Saved entries
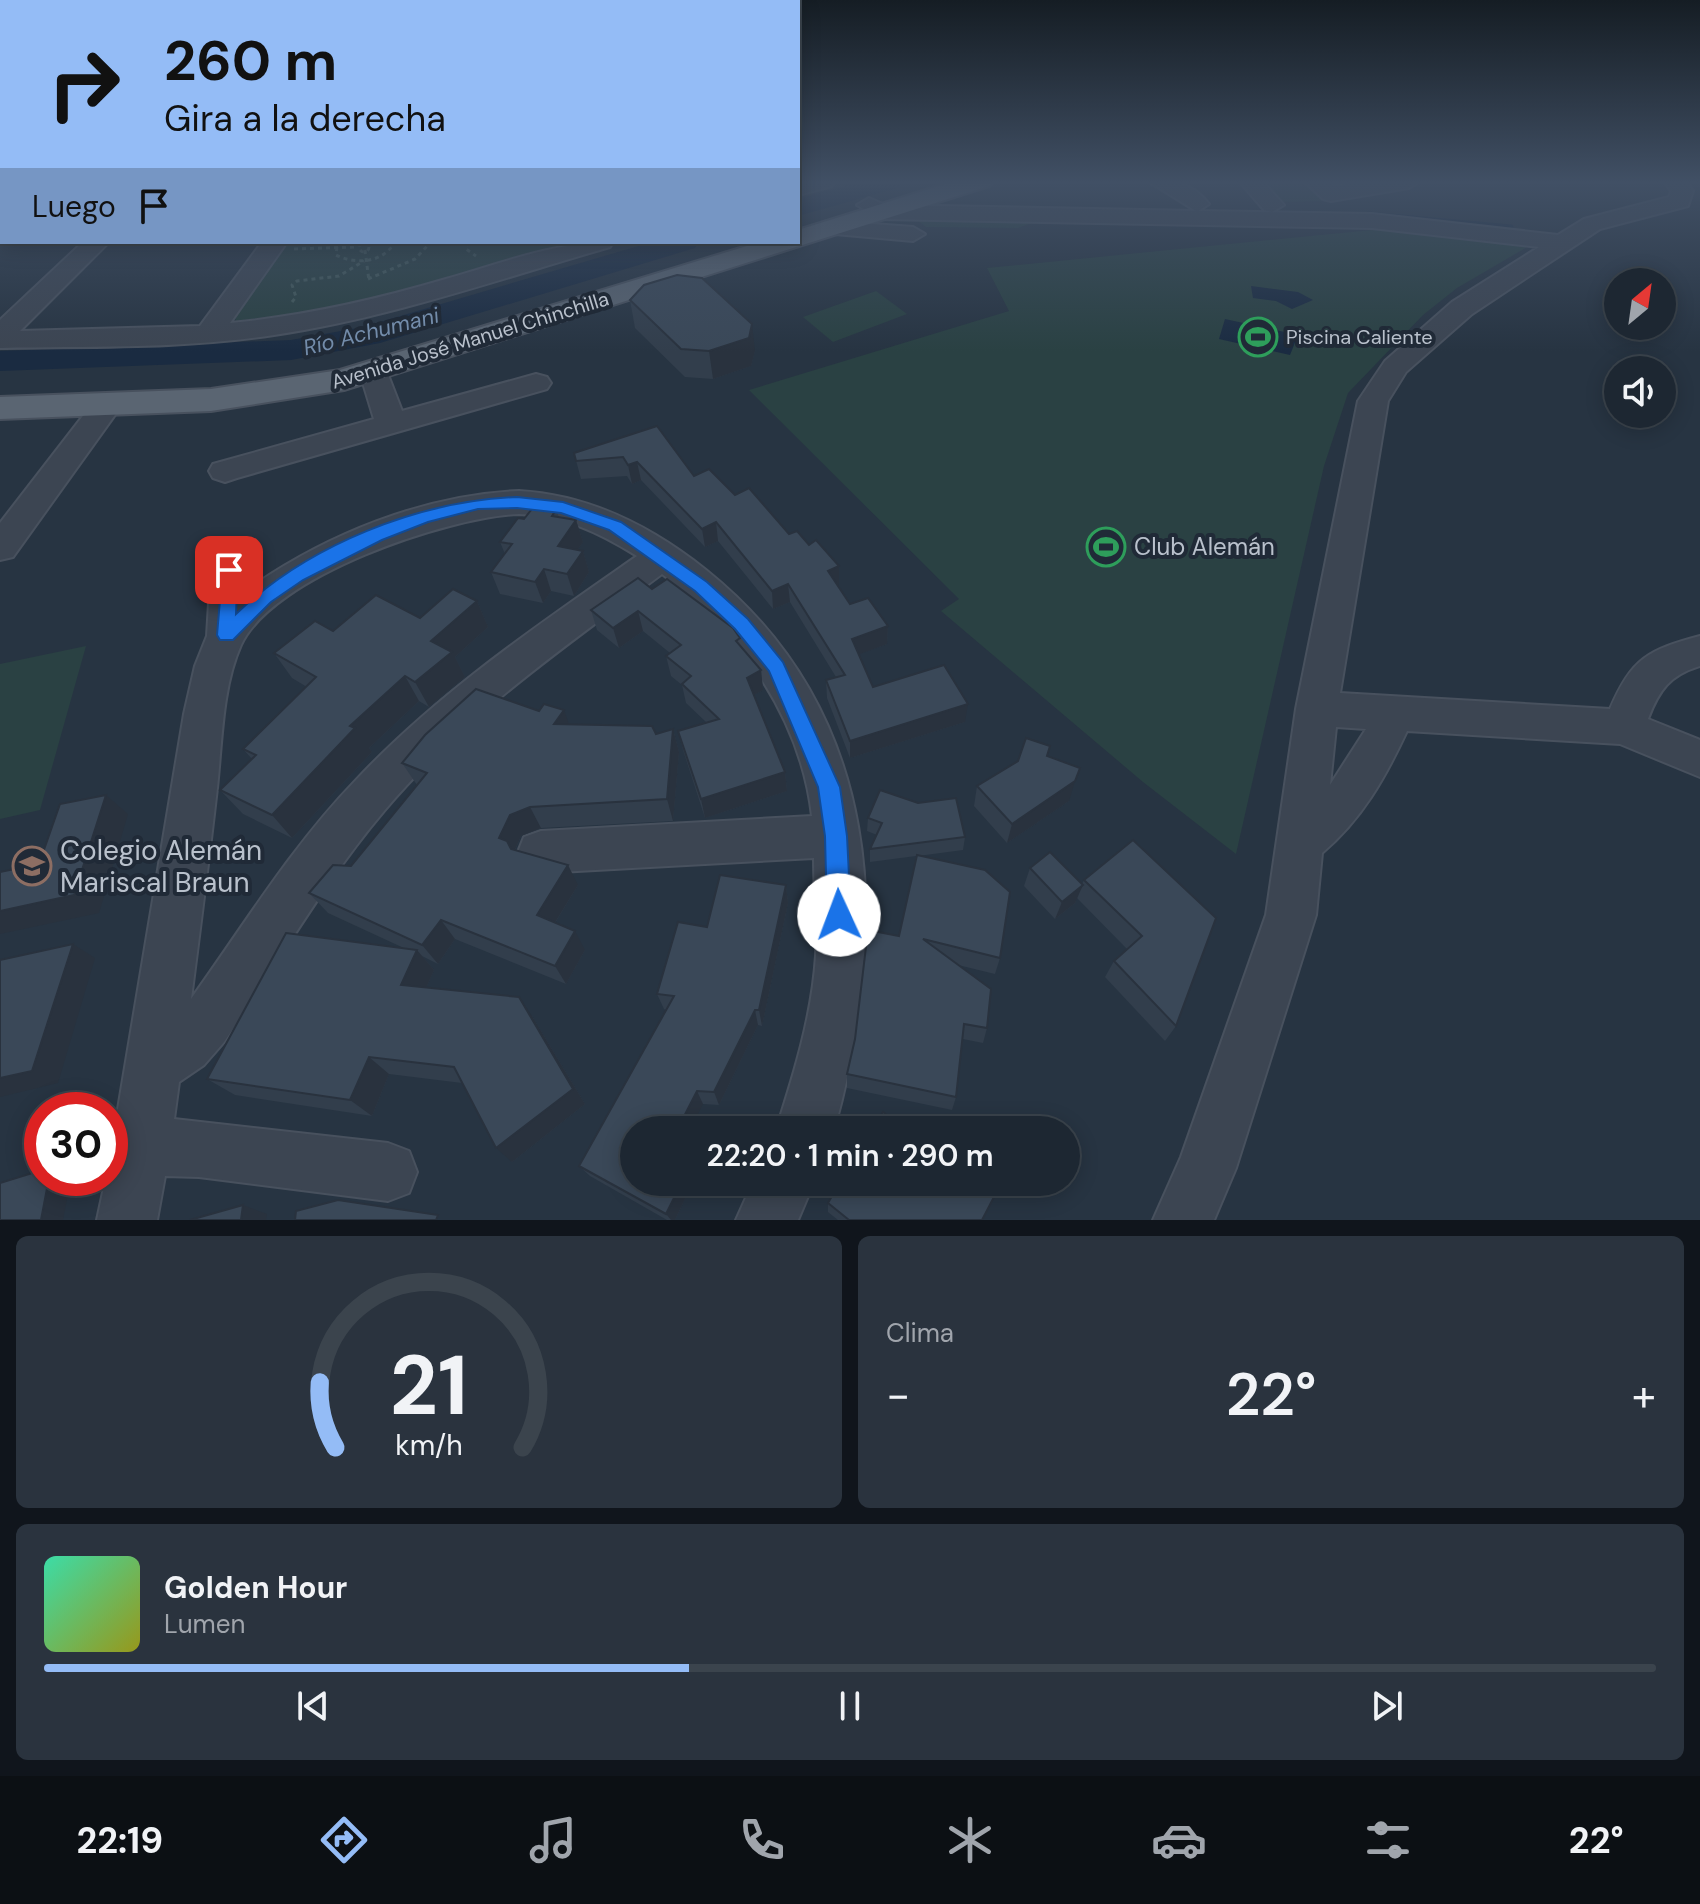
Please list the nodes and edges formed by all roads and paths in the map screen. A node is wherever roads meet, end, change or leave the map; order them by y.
1 (1572, 238) edge
2 (95, 244) edge
3 (341, 244) edge
4 (394, 244) edge
5 (429, 244) edge
6 (467, 244) edge
7 (593, 244) edge
8 (751, 244) edge
9 (782, 244) edge
10 (280, 246) edge
11 (337, 247) junction
12 (479, 256) dead end
13 (365, 260) junction
14 (708, 263) junction
15 (368, 279) junction
16 (370, 289) dead end
17 (282, 308) dead end
18 (209, 333) junction
19 (0, 337) edge
20 (374, 367) junction
21 (536, 383) dead end
22 (0, 395) edge
23 (113, 398) junction
24 (0, 408) edge
25 (391, 424) junction
26 (225, 471) dead end
27 (0, 548) edge
28 (660, 557) junction
29 (229, 570) dead end
30 (226, 635) junction
31 (1700, 651) edge
32 (1317, 709) junction
33 (1394, 715) junction
34 (1623, 727) junction
35 (1700, 759) edge
36 (836, 836) junction
37 (1302, 841) junction
38 (541, 852) dead end
39 (155, 1066) junction
40 (809, 1116) edge
41 (142, 1147) junction
42 (388, 1172) dead end
43 (778, 1196) edge
44 (127, 1220) edge
45 (766, 1220) edge
46 (1183, 1220) edge

1 - 32 street
2 - 19 street
3 - 11 path
4 - 13 path
5 - 15 path
6 - 12 path
7 - 18 street
8 - 14 main road, Avenida José Manuel Chinchilla
9 - 14 main road, Avenida José Manuel Chinchilla
10 - 11 path
10 - 18 street
11 - 13 path
11 - 13 path
13 - 15 path
13 - 17 path
14 - 20 main road, Avenida José Manuel Chinchilla
15 - 16 path
18 - 19 street
20 - 23 main road, Avenida José Manuel Chinchilla
20 - 25 street
21 - 25 street
22 - 23 main road, Avenida José Manuel Chinchilla
23 - 24 main road, Avenida José Manuel Chinchilla
23 - 27 street
25 - 26 street
28 - 30 street
28 - 36 street
28 - 39 street
29 - 30 street
30 - 39 street
31 - 34 street
32 - 33 street
32 - 37 street
33 - 34 street
33 - 37 street
34 - 35 street
36 - 38 street
36 - 40 street
37 - 46 street
39 - 41 street
41 - 42 street
41 - 44 street
43 - 45 street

• _The task_:
The word to look for is "main"; copy out every line of the entries that holds it.

• _Result for this task_:
8 - 14 main road, Avenida José Manuel Chinchilla
9 - 14 main road, Avenida José Manuel Chinchilla
14 - 20 main road, Avenida José Manuel Chinchilla
20 - 23 main road, Avenida José Manuel Chinchilla
22 - 23 main road, Avenida José Manuel Chinchilla
23 - 24 main road, Avenida José Manuel Chinchilla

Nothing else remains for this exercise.